Items from a dataset
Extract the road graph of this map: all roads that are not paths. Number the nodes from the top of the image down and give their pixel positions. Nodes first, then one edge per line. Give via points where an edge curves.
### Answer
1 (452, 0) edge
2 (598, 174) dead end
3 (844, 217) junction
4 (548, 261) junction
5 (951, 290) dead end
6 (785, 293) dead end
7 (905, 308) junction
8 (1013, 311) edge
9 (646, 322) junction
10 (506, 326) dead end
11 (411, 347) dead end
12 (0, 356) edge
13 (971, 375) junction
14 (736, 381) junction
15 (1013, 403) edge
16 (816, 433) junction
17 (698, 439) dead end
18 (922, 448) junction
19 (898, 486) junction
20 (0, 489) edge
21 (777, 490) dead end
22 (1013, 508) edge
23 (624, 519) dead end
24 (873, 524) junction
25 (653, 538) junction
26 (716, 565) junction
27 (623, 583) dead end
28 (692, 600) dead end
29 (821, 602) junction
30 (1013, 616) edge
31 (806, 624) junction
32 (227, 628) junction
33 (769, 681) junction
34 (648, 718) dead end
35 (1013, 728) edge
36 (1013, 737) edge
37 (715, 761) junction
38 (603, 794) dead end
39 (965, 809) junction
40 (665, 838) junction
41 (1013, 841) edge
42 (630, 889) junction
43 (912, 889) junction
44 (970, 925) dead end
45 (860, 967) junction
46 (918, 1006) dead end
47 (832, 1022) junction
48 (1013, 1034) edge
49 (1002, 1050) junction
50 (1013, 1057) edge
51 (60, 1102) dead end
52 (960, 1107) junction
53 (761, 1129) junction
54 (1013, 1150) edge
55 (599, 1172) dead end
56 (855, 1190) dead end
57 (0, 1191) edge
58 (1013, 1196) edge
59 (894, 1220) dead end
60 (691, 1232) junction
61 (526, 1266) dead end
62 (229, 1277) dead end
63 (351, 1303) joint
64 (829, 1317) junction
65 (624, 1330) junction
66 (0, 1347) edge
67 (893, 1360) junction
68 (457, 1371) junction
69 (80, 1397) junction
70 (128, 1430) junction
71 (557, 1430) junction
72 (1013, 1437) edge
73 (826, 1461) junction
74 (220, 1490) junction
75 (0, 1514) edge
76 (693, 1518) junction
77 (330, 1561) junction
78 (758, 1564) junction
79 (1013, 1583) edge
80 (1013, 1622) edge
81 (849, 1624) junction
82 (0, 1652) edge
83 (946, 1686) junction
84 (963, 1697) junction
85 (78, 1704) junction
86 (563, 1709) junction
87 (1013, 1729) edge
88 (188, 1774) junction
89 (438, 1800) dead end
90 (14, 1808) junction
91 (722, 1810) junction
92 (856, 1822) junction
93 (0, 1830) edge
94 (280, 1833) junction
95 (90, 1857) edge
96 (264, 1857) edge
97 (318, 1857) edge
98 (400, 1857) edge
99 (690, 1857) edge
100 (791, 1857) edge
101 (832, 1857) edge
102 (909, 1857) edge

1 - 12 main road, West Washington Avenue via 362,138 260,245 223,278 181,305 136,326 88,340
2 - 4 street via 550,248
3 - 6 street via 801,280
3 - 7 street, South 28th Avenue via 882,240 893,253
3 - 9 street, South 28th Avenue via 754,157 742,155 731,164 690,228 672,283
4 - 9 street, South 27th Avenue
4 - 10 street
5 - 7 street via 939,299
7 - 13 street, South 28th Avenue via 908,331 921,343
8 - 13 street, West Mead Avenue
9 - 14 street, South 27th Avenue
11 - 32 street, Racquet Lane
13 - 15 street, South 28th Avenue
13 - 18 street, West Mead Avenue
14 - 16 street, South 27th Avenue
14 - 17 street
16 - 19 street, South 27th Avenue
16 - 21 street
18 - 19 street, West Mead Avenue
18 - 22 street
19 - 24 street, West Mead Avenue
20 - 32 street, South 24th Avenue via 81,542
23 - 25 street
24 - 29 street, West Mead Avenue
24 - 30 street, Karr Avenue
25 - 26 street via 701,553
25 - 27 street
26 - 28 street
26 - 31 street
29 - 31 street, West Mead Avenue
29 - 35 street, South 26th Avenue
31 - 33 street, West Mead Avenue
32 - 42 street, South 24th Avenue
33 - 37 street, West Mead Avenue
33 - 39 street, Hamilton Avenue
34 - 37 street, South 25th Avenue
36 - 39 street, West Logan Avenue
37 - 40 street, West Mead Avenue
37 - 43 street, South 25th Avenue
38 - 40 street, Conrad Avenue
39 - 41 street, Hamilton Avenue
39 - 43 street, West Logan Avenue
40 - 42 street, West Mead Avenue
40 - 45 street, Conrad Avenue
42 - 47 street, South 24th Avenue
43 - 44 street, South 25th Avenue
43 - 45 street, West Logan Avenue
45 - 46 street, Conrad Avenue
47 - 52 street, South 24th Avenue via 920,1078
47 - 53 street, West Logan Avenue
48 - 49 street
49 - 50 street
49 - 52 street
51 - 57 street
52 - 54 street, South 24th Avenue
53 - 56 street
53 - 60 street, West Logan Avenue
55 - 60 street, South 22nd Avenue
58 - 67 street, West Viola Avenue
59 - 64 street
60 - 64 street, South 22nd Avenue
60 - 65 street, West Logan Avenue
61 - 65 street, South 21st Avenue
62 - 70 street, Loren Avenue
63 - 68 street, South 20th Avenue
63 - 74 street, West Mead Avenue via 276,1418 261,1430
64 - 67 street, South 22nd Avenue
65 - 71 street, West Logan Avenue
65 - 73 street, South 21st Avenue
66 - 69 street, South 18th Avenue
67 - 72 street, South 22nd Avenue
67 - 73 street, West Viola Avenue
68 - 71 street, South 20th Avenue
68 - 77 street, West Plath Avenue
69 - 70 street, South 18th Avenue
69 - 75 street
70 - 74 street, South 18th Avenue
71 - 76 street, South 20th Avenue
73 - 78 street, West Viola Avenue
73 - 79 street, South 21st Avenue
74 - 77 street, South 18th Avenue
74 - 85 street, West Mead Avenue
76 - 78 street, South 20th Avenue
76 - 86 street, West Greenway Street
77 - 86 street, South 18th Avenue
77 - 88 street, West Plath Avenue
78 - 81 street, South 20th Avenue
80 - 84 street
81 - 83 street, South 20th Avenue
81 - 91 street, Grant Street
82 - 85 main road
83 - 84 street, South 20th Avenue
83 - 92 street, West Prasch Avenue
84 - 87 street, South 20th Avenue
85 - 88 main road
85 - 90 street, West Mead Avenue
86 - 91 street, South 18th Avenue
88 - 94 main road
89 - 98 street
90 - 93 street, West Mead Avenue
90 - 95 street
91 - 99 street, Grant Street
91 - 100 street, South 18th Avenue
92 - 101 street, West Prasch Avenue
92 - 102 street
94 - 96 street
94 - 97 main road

Exercise requirements: Output every record above a second time, exactly.

Answer area:
Extract the road graph of this map: all roads that are not paths. Number the nodes from the top of the image down and give their pixel positions. Nodes first, then one edge per line. Give via points where an edge curves.
### Answer
1 (452, 0) edge
2 (598, 174) dead end
3 (844, 217) junction
4 (548, 261) junction
5 (951, 290) dead end
6 (785, 293) dead end
7 (905, 308) junction
8 (1013, 311) edge
9 (646, 322) junction
10 (506, 326) dead end
11 (411, 347) dead end
12 (0, 356) edge
13 (971, 375) junction
14 (736, 381) junction
15 (1013, 403) edge
16 (816, 433) junction
17 (698, 439) dead end
18 (922, 448) junction
19 (898, 486) junction
20 (0, 489) edge
21 (777, 490) dead end
22 (1013, 508) edge
23 (624, 519) dead end
24 (873, 524) junction
25 (653, 538) junction
26 (716, 565) junction
27 (623, 583) dead end
28 (692, 600) dead end
29 (821, 602) junction
30 (1013, 616) edge
31 (806, 624) junction
32 (227, 628) junction
33 (769, 681) junction
34 (648, 718) dead end
35 (1013, 728) edge
36 (1013, 737) edge
37 (715, 761) junction
38 (603, 794) dead end
39 (965, 809) junction
40 (665, 838) junction
41 (1013, 841) edge
42 (630, 889) junction
43 (912, 889) junction
44 (970, 925) dead end
45 (860, 967) junction
46 (918, 1006) dead end
47 (832, 1022) junction
48 (1013, 1034) edge
49 (1002, 1050) junction
50 (1013, 1057) edge
51 (60, 1102) dead end
52 (960, 1107) junction
53 (761, 1129) junction
54 (1013, 1150) edge
55 (599, 1172) dead end
56 (855, 1190) dead end
57 (0, 1191) edge
58 (1013, 1196) edge
59 (894, 1220) dead end
60 (691, 1232) junction
61 (526, 1266) dead end
62 (229, 1277) dead end
63 (351, 1303) joint
64 (829, 1317) junction
65 (624, 1330) junction
66 (0, 1347) edge
67 (893, 1360) junction
68 (457, 1371) junction
69 (80, 1397) junction
70 (128, 1430) junction
71 (557, 1430) junction
72 (1013, 1437) edge
73 (826, 1461) junction
74 (220, 1490) junction
75 (0, 1514) edge
76 (693, 1518) junction
77 (330, 1561) junction
78 (758, 1564) junction
79 (1013, 1583) edge
80 (1013, 1622) edge
81 (849, 1624) junction
82 (0, 1652) edge
83 (946, 1686) junction
84 (963, 1697) junction
85 (78, 1704) junction
86 (563, 1709) junction
87 (1013, 1729) edge
88 (188, 1774) junction
89 (438, 1800) dead end
90 (14, 1808) junction
91 (722, 1810) junction
92 (856, 1822) junction
93 (0, 1830) edge
94 (280, 1833) junction
95 (90, 1857) edge
96 (264, 1857) edge
97 (318, 1857) edge
98 (400, 1857) edge
99 (690, 1857) edge
100 (791, 1857) edge
101 (832, 1857) edge
102 (909, 1857) edge

1 - 12 main road, West Washington Avenue via 362,138 260,245 223,278 181,305 136,326 88,340
2 - 4 street via 550,248
3 - 6 street via 801,280
3 - 7 street, South 28th Avenue via 882,240 893,253
3 - 9 street, South 28th Avenue via 754,157 742,155 731,164 690,228 672,283
4 - 9 street, South 27th Avenue
4 - 10 street
5 - 7 street via 939,299
7 - 13 street, South 28th Avenue via 908,331 921,343
8 - 13 street, West Mead Avenue
9 - 14 street, South 27th Avenue
11 - 32 street, Racquet Lane
13 - 15 street, South 28th Avenue
13 - 18 street, West Mead Avenue
14 - 16 street, South 27th Avenue
14 - 17 street
16 - 19 street, South 27th Avenue
16 - 21 street
18 - 19 street, West Mead Avenue
18 - 22 street
19 - 24 street, West Mead Avenue
20 - 32 street, South 24th Avenue via 81,542
23 - 25 street
24 - 29 street, West Mead Avenue
24 - 30 street, Karr Avenue
25 - 26 street via 701,553
25 - 27 street
26 - 28 street
26 - 31 street
29 - 31 street, West Mead Avenue
29 - 35 street, South 26th Avenue
31 - 33 street, West Mead Avenue
32 - 42 street, South 24th Avenue
33 - 37 street, West Mead Avenue
33 - 39 street, Hamilton Avenue
34 - 37 street, South 25th Avenue
36 - 39 street, West Logan Avenue
37 - 40 street, West Mead Avenue
37 - 43 street, South 25th Avenue
38 - 40 street, Conrad Avenue
39 - 41 street, Hamilton Avenue
39 - 43 street, West Logan Avenue
40 - 42 street, West Mead Avenue
40 - 45 street, Conrad Avenue
42 - 47 street, South 24th Avenue
43 - 44 street, South 25th Avenue
43 - 45 street, West Logan Avenue
45 - 46 street, Conrad Avenue
47 - 52 street, South 24th Avenue via 920,1078
47 - 53 street, West Logan Avenue
48 - 49 street
49 - 50 street
49 - 52 street
51 - 57 street
52 - 54 street, South 24th Avenue
53 - 56 street
53 - 60 street, West Logan Avenue
55 - 60 street, South 22nd Avenue
58 - 67 street, West Viola Avenue
59 - 64 street
60 - 64 street, South 22nd Avenue
60 - 65 street, West Logan Avenue
61 - 65 street, South 21st Avenue
62 - 70 street, Loren Avenue
63 - 68 street, South 20th Avenue
63 - 74 street, West Mead Avenue via 276,1418 261,1430
64 - 67 street, South 22nd Avenue
65 - 71 street, West Logan Avenue
65 - 73 street, South 21st Avenue
66 - 69 street, South 18th Avenue
67 - 72 street, South 22nd Avenue
67 - 73 street, West Viola Avenue
68 - 71 street, South 20th Avenue
68 - 77 street, West Plath Avenue
69 - 70 street, South 18th Avenue
69 - 75 street
70 - 74 street, South 18th Avenue
71 - 76 street, South 20th Avenue
73 - 78 street, West Viola Avenue
73 - 79 street, South 21st Avenue
74 - 77 street, South 18th Avenue
74 - 85 street, West Mead Avenue
76 - 78 street, South 20th Avenue
76 - 86 street, West Greenway Street
77 - 86 street, South 18th Avenue
77 - 88 street, West Plath Avenue
78 - 81 street, South 20th Avenue
80 - 84 street
81 - 83 street, South 20th Avenue
81 - 91 street, Grant Street
82 - 85 main road
83 - 84 street, South 20th Avenue
83 - 92 street, West Prasch Avenue
84 - 87 street, South 20th Avenue
85 - 88 main road
85 - 90 street, West Mead Avenue
86 - 91 street, South 18th Avenue
88 - 94 main road
89 - 98 street
90 - 93 street, West Mead Avenue
90 - 95 street
91 - 99 street, Grant Street
91 - 100 street, South 18th Avenue
92 - 101 street, West Prasch Avenue
92 - 102 street
94 - 96 street
94 - 97 main road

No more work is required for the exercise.